The specific binding of the archetypal cytochrome P450 3A subfamily (CYP3A) inducer dexamethasone is examined in microsomal fractions since rat and human liver CYP3A is induced by glucocorticoids through a mechanism which is apparently independent of the cytosolic glucocorticoid receptor. Dexamethasone binds in a specific and saturable manner to microsomes with an affinity constant (Kd) of 59 +/- 12.9 nM which compares to a Kd of 2.3 +/- 0.17 nM in cytosol. The total receptor concentrations ([LR]emax) in microsomes and cytosol are 9.5 +/- 1.67 pmols/mg protein and 410 +/- 167 fmol/mg protein respectively.
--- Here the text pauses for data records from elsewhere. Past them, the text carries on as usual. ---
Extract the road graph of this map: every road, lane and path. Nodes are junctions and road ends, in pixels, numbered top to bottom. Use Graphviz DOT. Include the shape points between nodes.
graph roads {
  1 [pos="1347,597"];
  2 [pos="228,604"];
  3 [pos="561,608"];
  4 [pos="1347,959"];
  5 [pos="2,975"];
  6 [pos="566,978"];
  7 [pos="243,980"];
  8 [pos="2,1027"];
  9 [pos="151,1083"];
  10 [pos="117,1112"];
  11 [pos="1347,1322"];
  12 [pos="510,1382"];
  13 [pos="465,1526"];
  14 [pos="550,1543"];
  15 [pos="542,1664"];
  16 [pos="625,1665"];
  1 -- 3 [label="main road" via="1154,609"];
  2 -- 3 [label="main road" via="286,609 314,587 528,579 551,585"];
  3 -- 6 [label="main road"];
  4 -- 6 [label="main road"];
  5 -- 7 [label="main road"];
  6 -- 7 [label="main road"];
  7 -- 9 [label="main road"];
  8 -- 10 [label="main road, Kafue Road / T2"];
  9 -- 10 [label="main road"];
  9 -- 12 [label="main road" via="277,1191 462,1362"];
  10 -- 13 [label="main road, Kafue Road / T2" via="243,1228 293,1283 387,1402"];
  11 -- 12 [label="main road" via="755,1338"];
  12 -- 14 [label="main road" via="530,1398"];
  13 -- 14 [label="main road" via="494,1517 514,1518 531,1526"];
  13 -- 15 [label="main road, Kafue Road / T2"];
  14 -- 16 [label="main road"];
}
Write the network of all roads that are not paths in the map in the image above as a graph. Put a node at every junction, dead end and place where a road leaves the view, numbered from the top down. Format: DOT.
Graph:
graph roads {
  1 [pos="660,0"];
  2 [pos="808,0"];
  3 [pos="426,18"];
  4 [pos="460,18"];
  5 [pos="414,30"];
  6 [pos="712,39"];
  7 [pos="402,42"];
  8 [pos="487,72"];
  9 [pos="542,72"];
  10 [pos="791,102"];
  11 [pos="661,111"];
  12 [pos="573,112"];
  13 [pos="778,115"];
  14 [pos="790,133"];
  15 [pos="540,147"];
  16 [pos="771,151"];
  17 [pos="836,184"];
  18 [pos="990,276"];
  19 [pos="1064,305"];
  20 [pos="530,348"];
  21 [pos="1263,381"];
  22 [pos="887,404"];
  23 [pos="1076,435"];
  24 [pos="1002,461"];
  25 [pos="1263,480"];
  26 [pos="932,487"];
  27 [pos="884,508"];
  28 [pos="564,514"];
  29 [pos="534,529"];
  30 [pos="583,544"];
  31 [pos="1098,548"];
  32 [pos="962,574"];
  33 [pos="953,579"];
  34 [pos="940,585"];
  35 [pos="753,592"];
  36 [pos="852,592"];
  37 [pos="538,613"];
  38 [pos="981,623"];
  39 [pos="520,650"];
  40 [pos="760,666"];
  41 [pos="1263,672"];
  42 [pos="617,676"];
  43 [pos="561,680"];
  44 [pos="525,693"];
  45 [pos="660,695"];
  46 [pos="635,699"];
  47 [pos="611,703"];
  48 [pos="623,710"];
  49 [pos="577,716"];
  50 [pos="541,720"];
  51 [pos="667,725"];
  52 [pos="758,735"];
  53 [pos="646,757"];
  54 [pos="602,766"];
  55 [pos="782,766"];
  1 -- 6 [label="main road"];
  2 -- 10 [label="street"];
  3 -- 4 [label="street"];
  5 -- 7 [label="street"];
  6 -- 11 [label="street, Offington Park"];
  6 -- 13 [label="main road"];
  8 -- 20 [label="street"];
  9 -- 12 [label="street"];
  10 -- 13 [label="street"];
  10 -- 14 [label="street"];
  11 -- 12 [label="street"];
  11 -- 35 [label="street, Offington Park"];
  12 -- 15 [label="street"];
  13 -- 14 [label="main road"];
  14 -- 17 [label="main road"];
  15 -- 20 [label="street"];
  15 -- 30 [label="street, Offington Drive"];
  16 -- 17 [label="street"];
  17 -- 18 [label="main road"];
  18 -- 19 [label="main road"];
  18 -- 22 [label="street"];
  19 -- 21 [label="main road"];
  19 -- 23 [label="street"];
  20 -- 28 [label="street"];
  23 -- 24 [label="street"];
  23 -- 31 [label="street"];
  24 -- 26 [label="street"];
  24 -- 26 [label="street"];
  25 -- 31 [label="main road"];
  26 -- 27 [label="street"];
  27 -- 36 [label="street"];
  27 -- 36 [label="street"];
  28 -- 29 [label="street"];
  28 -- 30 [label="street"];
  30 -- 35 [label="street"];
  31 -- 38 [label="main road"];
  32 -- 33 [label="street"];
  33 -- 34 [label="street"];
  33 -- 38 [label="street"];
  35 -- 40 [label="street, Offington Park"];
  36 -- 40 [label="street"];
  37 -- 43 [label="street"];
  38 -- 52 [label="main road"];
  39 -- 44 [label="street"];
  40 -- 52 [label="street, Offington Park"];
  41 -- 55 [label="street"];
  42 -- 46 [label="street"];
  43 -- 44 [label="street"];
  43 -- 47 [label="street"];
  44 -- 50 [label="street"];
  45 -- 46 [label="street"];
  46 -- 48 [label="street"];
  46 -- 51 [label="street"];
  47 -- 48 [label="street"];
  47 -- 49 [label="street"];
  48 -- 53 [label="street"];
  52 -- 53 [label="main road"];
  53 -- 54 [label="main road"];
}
The microsomal binding of dexamethasone is antagonised by several transcriptional and/or post-transcriptional CYP3A inducers with decreasing potency pregnenolone 16 alpha carbonitrile > metyrapone > phenobarbitone. Troleandomycin, which indirectly induces CYP3A1 in vivo and by protein stabilisation, does not antagonise the binding of dexamethasone in microsomes. The transcriptional and/or post-transcriptional induction of CYP3A may therefore be associated with the interaction of inducers with a microsomal protein.